Your instructions: Where does the string "CEMPAKA" occur in the records? Copy each line that holds it.

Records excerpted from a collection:
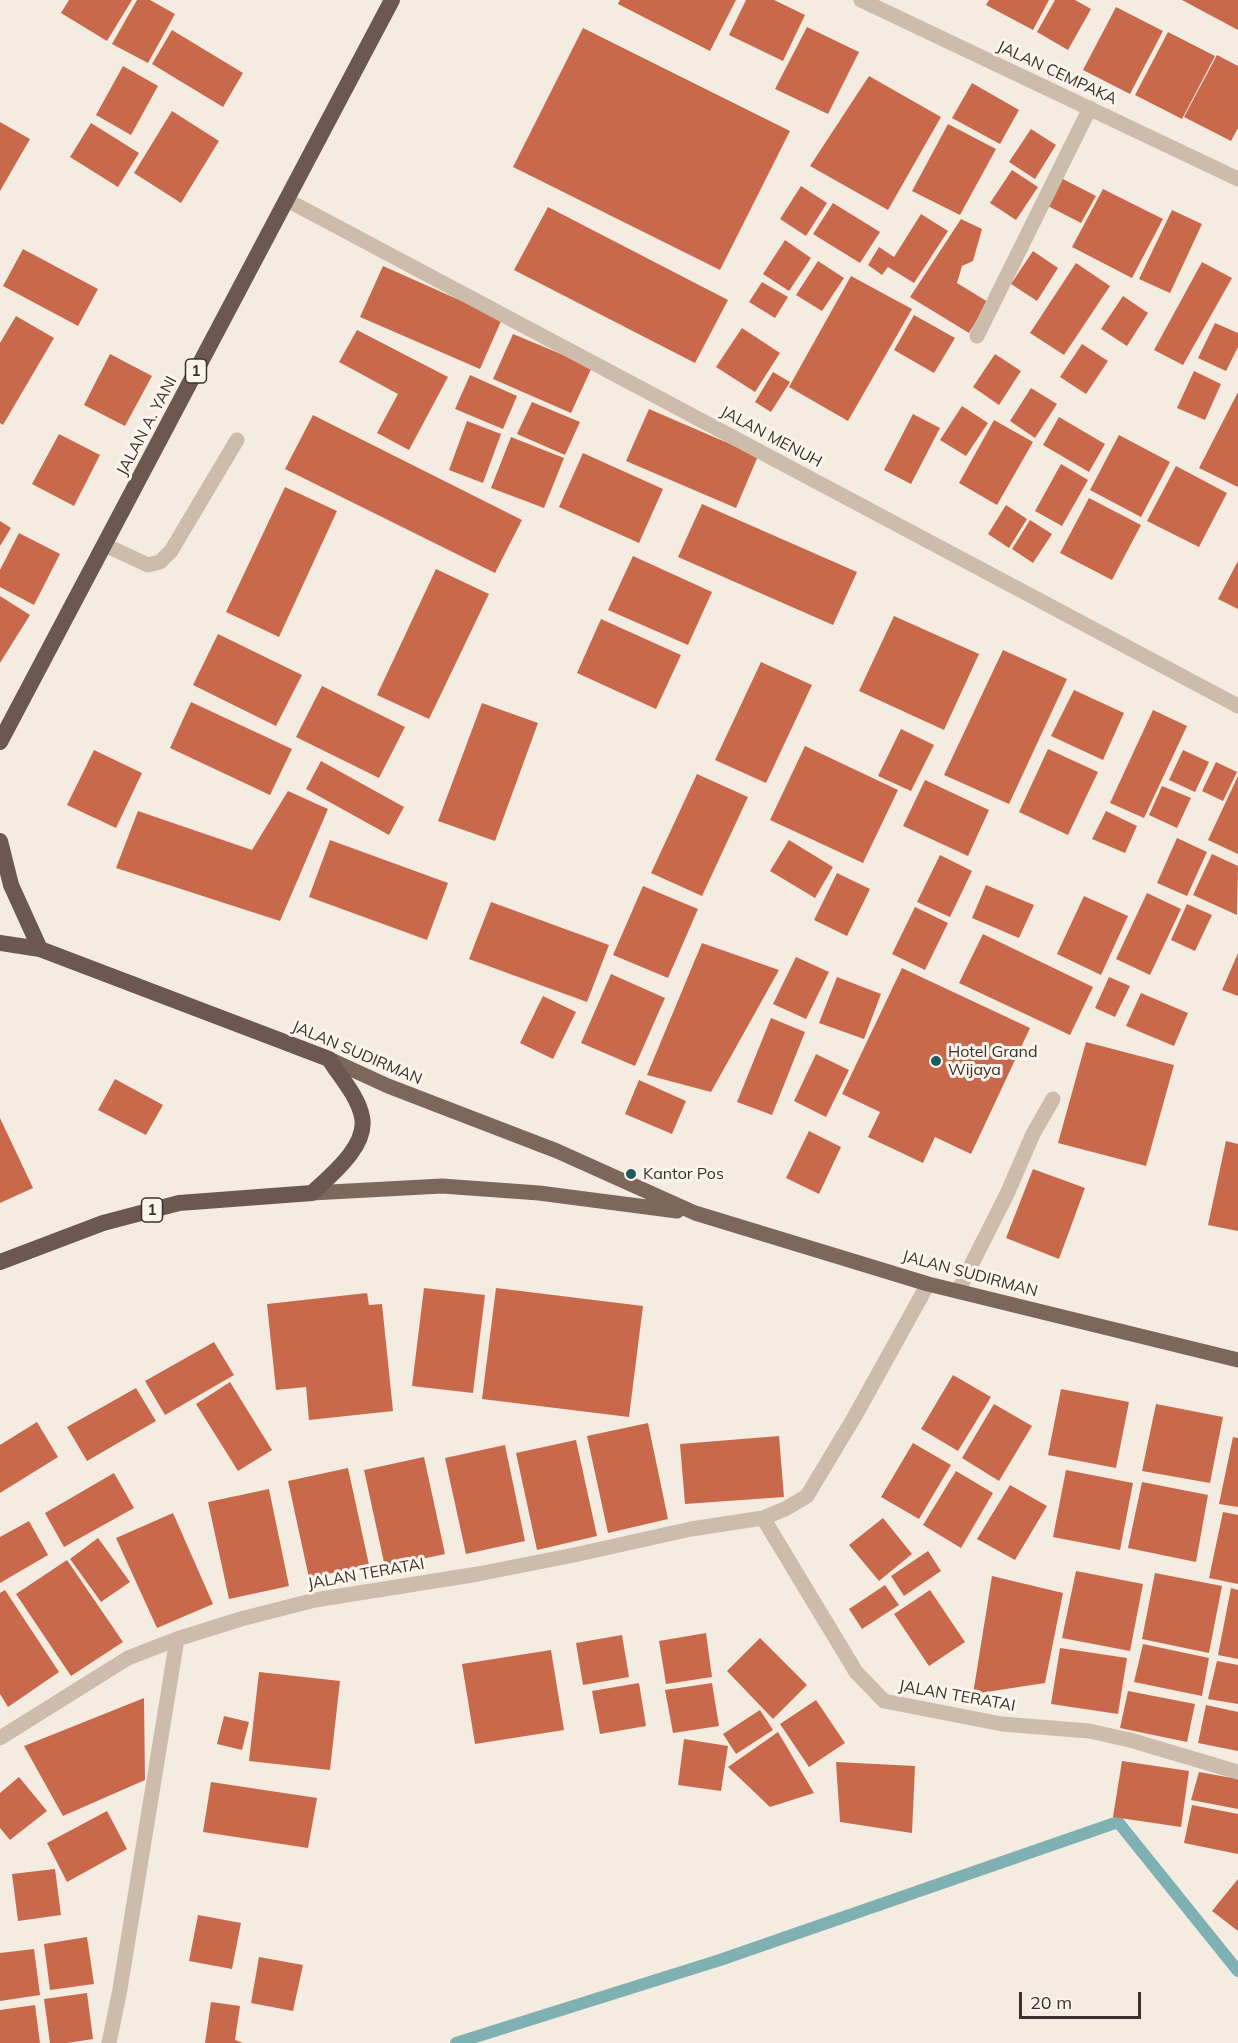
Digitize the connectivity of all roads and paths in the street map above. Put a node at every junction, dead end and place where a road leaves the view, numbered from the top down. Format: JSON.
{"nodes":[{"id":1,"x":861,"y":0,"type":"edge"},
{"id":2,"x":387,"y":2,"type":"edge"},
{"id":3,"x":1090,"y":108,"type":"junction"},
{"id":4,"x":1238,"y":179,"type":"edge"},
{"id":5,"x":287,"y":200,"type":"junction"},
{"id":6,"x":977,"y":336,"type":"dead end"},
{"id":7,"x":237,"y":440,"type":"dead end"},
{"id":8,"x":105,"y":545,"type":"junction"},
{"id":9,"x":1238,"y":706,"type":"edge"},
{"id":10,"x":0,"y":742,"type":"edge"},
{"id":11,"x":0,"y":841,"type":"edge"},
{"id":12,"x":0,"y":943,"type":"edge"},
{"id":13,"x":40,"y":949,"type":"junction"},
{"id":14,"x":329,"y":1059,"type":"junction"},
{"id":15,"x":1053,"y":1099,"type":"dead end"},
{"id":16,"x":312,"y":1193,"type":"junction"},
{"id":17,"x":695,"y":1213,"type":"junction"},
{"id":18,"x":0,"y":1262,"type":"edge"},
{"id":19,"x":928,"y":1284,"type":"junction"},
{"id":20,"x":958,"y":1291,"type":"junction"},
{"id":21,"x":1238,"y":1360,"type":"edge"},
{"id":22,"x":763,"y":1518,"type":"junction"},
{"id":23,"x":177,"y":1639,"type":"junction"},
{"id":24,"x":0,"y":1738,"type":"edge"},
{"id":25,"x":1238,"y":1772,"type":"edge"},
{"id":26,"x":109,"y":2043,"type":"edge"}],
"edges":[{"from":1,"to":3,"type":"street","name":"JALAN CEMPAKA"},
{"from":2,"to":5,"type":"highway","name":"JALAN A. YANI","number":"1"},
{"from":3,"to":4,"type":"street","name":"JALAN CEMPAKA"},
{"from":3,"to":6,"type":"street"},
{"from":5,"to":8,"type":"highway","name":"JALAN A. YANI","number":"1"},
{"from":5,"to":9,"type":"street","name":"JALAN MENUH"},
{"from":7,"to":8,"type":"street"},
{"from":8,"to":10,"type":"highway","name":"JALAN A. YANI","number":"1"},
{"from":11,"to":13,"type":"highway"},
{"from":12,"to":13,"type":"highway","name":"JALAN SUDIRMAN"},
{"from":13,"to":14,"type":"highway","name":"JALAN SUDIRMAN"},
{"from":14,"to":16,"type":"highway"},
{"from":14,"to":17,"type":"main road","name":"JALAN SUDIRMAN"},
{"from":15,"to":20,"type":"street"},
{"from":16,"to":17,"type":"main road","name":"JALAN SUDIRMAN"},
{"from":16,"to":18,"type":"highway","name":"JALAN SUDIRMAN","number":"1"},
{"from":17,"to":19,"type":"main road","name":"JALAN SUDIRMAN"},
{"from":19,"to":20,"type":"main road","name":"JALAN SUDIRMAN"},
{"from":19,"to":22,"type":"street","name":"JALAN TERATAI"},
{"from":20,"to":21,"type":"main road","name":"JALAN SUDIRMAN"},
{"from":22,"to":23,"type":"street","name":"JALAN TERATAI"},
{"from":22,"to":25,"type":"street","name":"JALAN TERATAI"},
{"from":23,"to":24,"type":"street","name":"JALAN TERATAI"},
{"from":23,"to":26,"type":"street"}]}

Response area:
"edges":[{"from":1,"to":3,"type":"street","name":"JALAN CEMPAKA"},
{"from":3,"to":4,"type":"street","name":"JALAN CEMPAKA"},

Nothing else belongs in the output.